It is a bit of a turn around, but I think it was the right choice.


----------



## chandab (Jul 31, 2016)

Sometimes, blue eyes look cold, but her look warm and soft.


----------



## merlin100 (Aug 1, 2016)

Some people don't like blue eyes on a horse or dog, but I think it makes them look 'one in a million'.


----------



## paintponylvr (Aug 1, 2016)

Wow, she's a nice looking girl! Course, I like Cobs (never had one - out of our price ranges here) and pintos and mares.... ROFLOL!!

Well, you can still tell us about her as you do things and ask ??s, too.

Congratulations on your new purchase.


----------



## Ryan Johnson (Aug 1, 2016)

Congratulations , I love her and I love the blue eyes too.

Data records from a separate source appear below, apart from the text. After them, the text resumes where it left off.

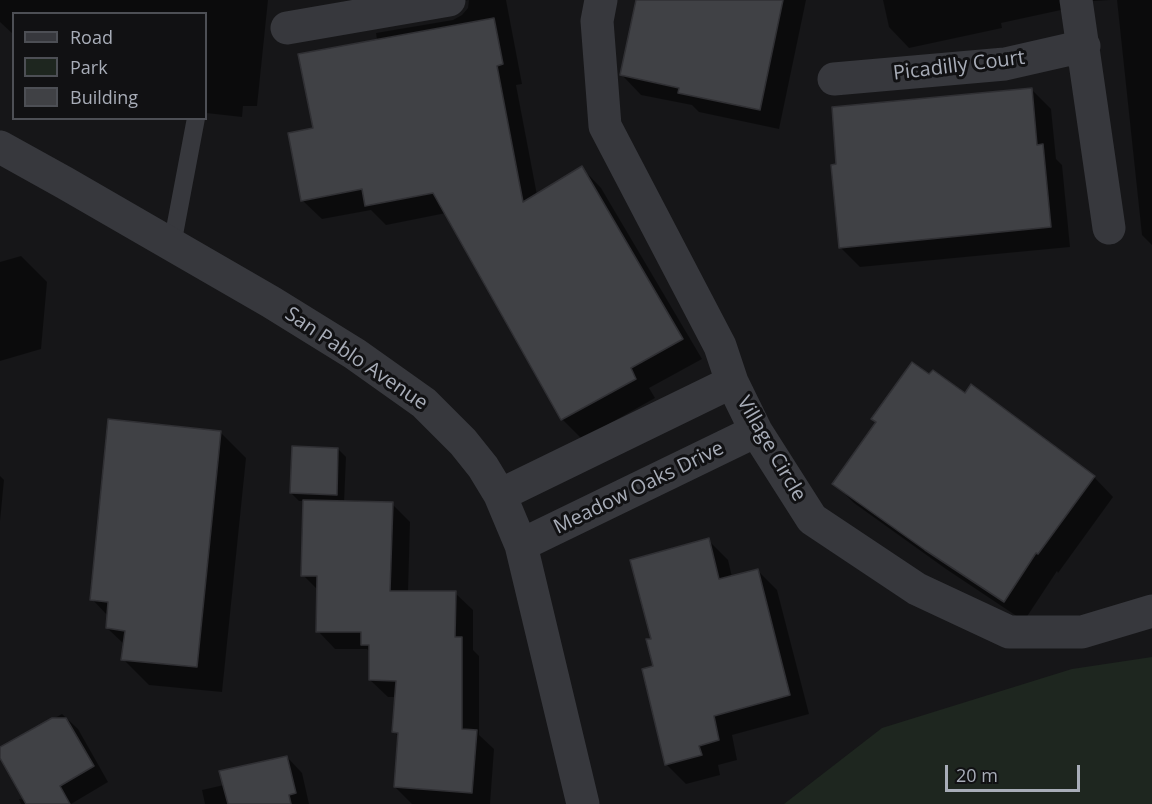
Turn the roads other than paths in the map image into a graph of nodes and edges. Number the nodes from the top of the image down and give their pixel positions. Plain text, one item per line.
1 (449, 0) edge
2 (601, 0) edge
3 (1076, 0) edge
4 (287, 28) dead end
5 (1084, 46) junction
6 (834, 80) dead end
7 (196, 120) edge
8 (0, 147) edge
9 (1109, 228) dead end
10 (172, 245) junction
11 (732, 382) junction
12 (756, 431) junction
13 (500, 495) junction
14 (521, 545) junction
15 (1152, 611) edge
16 (584, 804) edge

1 - 4 street
2 - 11 street, Village Circle
3 - 5 street
5 - 6 street, Picadilly Court
5 - 9 street
7 - 10 lane
8 - 10 street, San Pablo Avenue
10 - 13 street, San Pablo Avenue
11 - 12 street, Village Circle
11 - 13 street
12 - 14 street, Meadow Oaks Drive
12 - 15 street, Village Circle
13 - 14 street, San Pablo Avenue
14 - 16 street, San Pablo Avenue

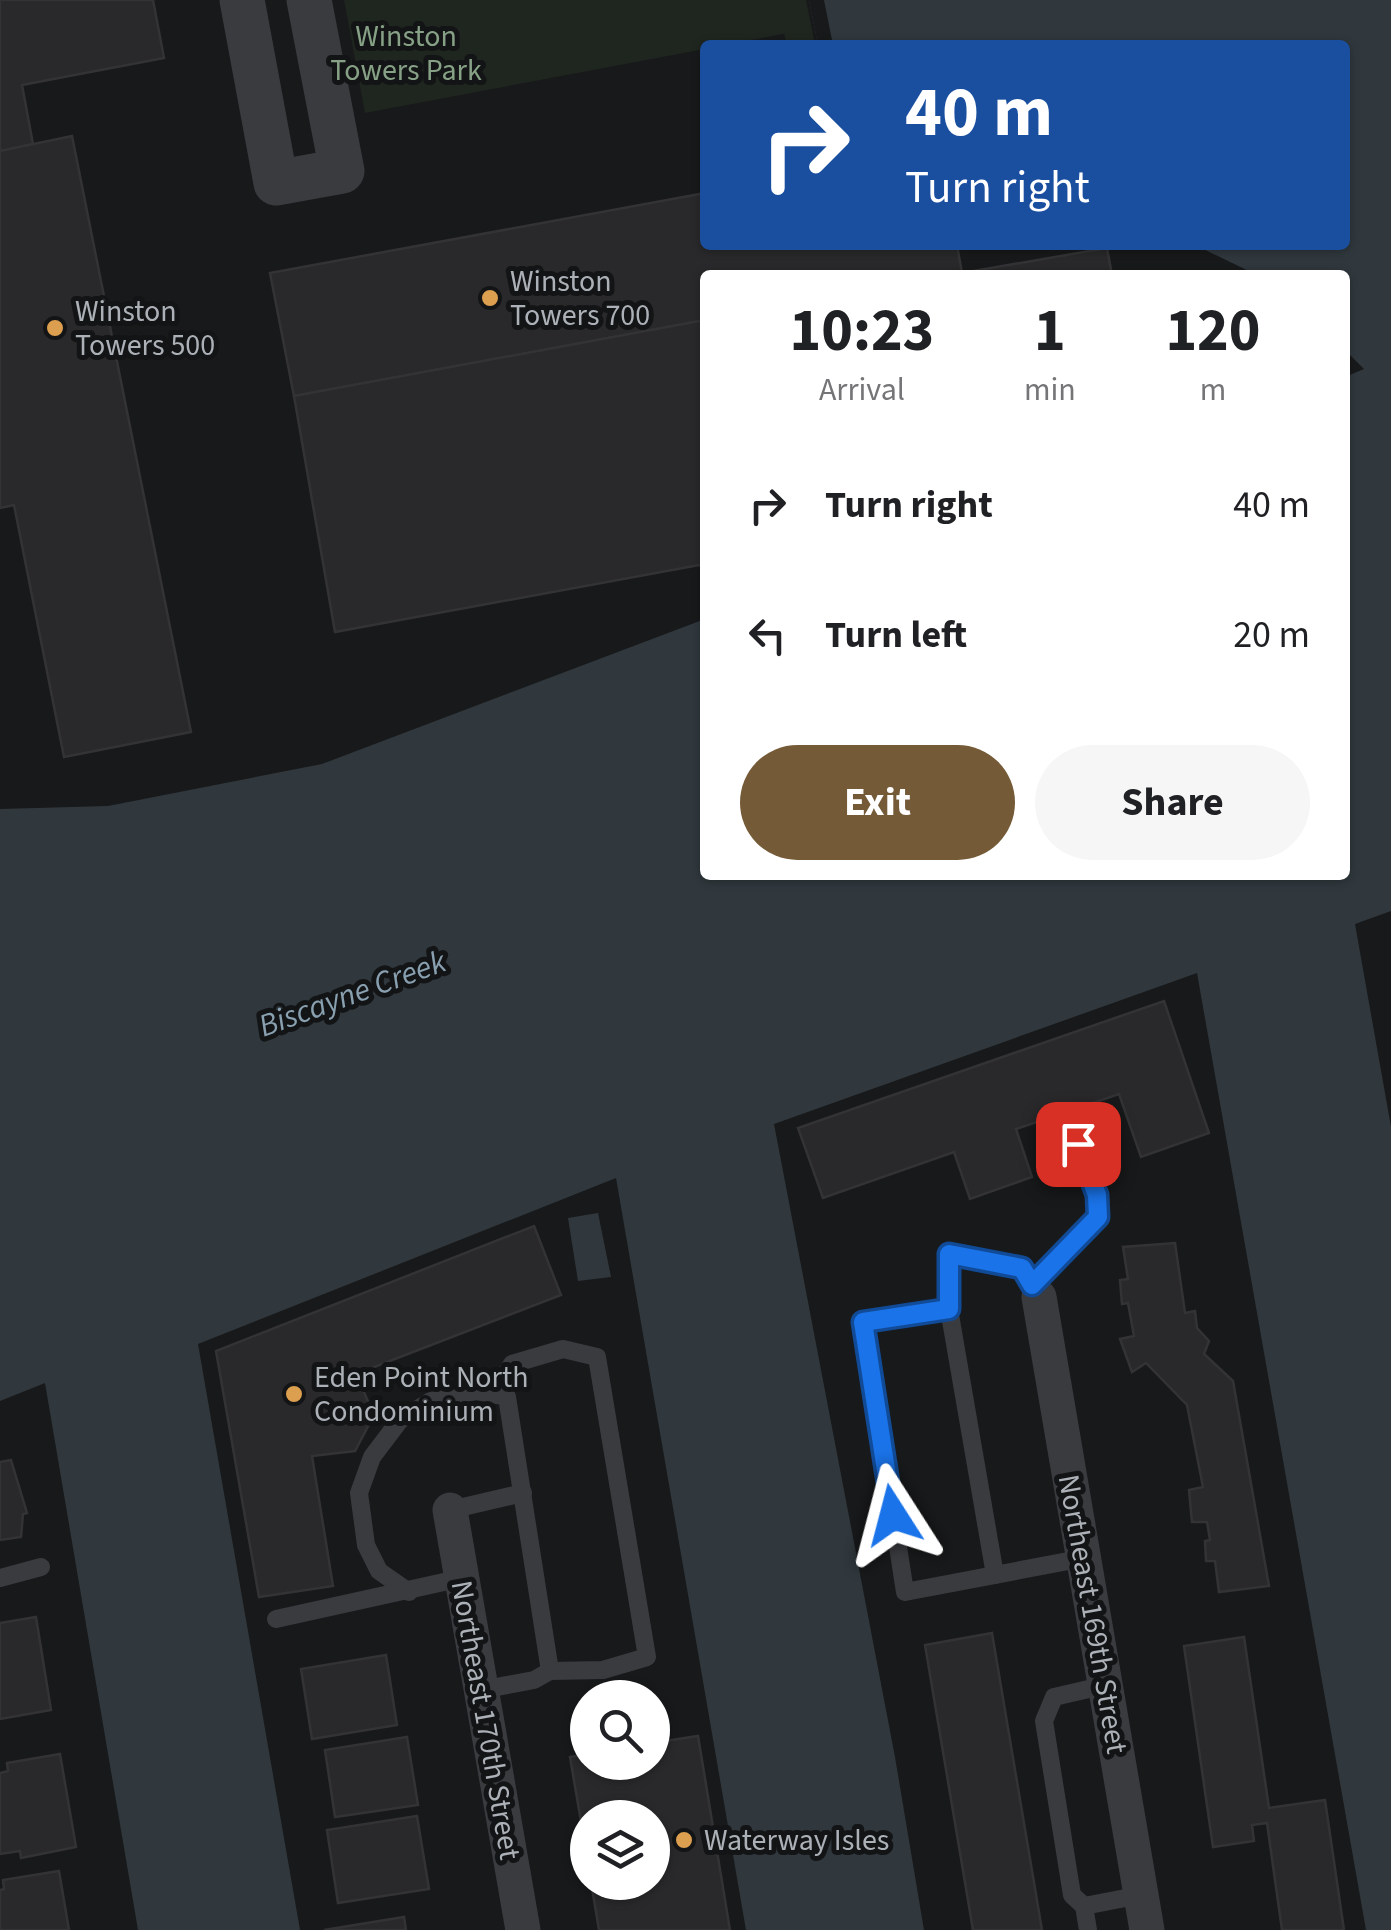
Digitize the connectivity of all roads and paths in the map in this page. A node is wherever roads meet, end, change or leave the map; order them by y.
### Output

Shes going to grow into a lovely mare for you





Do you have any plans for her yet ?


----------



## merlin100 (Aug 2, 2016)

Ryan Johnson said:


> Do you have any plans for her yet ?


Not at the moment, other than building her general condition up. Apparently, she and her sister came from a field with very little grass coverage. The dealer bought her and her sister on Friday afternoon, brought them down from a place called Tillicoultry in Clackmannanshire. They were both in a poor condition, so the dealer has been feeding them supplements, good quality hay and lots of TLC! We should have the farrier out this week to sort their hooves out as they are overgrown, no signs of laminitis thankfully.

Once their feet have been sorted, there's a nice field full of good quality grass waiting for them both...

I called her Tilly before I even knew she came from Tillicoultry, so I must be psychic!


----------



## Debby - LB (Aug 5, 2016)

That's really cool! I love the name Tilly


----------



## merlin100 (Aug 7, 2016)

The farrier did a great job on her and her sister's feet yesterday and they are now both out in a field, what a difference a week of TLC makes!


----------



## Marsha Cassada (Aug 7, 2016)

Really like the name Tilly.


----------



## amysue (Aug 7, 2016)

Very pretty, that name really suits her.


----------



## merlin100 (Aug 18, 2016)

Her 'Sunday' name is Tillicoultry Beauty.


----------



## merlin100 (Nov 4, 2016)

I just thought I'd update you all...

I've had Tilly for a wee while now and I'll like to show you the difference a little TLC can have.





The top photograph was taken back in late July this year, you can see her ribs poking through her coat. The last photograph was taken today with her winter coat on show.

I think the difference is obvious.


----------



## Ryan Johnson (Nov 7, 2016)

She looks great





Its amazing what a bit of love and attention can do.


----------



## Marsha Cassada (Nov 8, 2016)

Do you have a farrier? Hooves appear to need some attention.


----------



## Debby - LB (Nov 10, 2016)

What a difference! You are doing a wonderful job with her, she is so pretty.


----------



## merlin100 (Nov 11, 2016)

Ryan Johnson said:


> She looks great
> 
> 
> 
> ...


Thanks, me and the Yard Owner has been giving her lots of TLC.


----------



## merlin100 (Nov 11, 2016)

Marsha Cassada said:


> Do you have a farrier? Hooves appear to need some attention.


Just waiting for the farrier to turn up, he's in much demand and can be fully booked for weeks in advance.


----------



## merlin100 (Nov 11, 2016)

Debby - LB said:


> What a difference! You are doing a wonderful job with her, she is so pretty.


She's stolen my heart and has a gentle personality.


----------



## Marsha Cassada (Nov 11, 2016)

merlin100 said:


> Just waiting for the farrier to turn up, he's in much demand and can be fully booked for weeks in advance.


I'll bet he will enjoy working with your gentle girl.


----------



## merlin100 (Oct 30, 2018)

It's been quite a while since I last posted here. This is Tilly now, plus she's picked up a little friend along the way called Misty (17 year old miniature Shetland mare).


----------



## Ryan Johnson (Oct 30, 2018)

They look to be enjoying themselves


----------